Structural engineers are able to remotely monitor building inclination with a wireless tiltmeter available from Worldsensing.
Internet-of-Things (IoT) specialist Worldsensing has launched an ultra long-range, wireless tiltmeter, designed to facilitate automated structural readings using wireless networks. With Worldsensing’s biaxial tiltmeter, signal coverage limitations are greatly reduced. Its long-range radio transmission abilities allow civil engineers and mining operators to precisely monitor tilts of walls, buildings and structures from long distances. Being able to accurately detect tilts remotely is not only attributed to the sensor’s ability to acquire high-quality data, but its wireless capabilities which cover a communication range of up to 15 km (9 miles), making it the inclinometer with the longest range in the market.
“Offering this product is a decisive step towards automating asset monitoring in civil engineering and mining to help prevent risks and make operations safer”, explains Ignasi Vilajosana, CEO and co-founder of Worldsensing.
From soil consolidation, induced movements by underground excavations to land reclamation projects, the sensor enables operators to flexibly gather and analyse geotechnical data without having to perform manual readings. It comes in a rugged box, which makes it suitable for harsh environments and hard-to-access areas such as construction sites or pit mines. Due to its wireless nature, the system is easy-to-install, because no cables are needed.
By running on batteries with a life expectancy of up to 8 years, the sensor additionally enables years of unattended operation, making maintenance effortless and cost-effective. “After conducting international projects for more than 45 industrial companies across 5 continents, we understood that our clients needed to work with a more flexible solution that is easy to deploy and maintain and enables them to manage their operations more intelligently”, adds Vilajosana.
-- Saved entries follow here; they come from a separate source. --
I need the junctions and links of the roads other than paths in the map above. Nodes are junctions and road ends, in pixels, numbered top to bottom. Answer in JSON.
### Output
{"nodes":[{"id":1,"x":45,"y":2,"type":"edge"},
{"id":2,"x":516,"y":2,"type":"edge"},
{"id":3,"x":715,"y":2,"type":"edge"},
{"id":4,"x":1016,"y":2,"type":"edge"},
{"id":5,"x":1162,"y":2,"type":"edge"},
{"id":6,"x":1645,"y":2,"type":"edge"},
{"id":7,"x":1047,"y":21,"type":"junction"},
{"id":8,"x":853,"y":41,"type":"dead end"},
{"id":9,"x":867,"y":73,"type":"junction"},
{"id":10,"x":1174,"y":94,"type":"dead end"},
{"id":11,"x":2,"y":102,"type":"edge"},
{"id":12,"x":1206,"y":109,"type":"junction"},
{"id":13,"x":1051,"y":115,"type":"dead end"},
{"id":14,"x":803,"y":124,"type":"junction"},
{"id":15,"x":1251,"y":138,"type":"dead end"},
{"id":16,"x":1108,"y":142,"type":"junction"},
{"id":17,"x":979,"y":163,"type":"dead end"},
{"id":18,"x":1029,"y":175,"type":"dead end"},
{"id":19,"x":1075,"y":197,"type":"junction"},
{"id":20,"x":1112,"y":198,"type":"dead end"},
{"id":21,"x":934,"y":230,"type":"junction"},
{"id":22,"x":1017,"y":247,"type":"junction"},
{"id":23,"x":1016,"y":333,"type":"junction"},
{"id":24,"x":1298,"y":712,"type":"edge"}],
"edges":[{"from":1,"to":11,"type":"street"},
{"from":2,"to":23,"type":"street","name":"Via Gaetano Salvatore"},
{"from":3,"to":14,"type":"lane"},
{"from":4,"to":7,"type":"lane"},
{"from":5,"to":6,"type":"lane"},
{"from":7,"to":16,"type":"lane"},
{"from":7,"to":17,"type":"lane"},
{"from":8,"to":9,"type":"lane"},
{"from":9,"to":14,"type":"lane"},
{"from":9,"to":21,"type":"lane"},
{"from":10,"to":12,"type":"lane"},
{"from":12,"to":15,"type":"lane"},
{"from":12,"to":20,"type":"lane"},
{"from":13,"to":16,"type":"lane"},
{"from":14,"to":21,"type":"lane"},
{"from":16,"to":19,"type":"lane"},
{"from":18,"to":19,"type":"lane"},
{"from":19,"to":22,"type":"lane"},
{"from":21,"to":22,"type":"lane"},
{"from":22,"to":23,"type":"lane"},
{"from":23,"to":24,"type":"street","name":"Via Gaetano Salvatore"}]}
As part of the Loadsensing product line, the tiltmeter is connected to a wireless data node which receives inclination information of a structure at a set interval and automatically transmits readings to software for analysis and monitoring. Loadsensing, the wireless monitoring system, is already in use in over 200 countries worldwide. Projects include the construction of the Eppenberg Tunnel in Switzerland, the monitoring of Victoria Park Bridge in Perth, Australia as part of the Perth Arena renovation, and the monument monitoring of the Ponte Vecchio in Florence, Italy.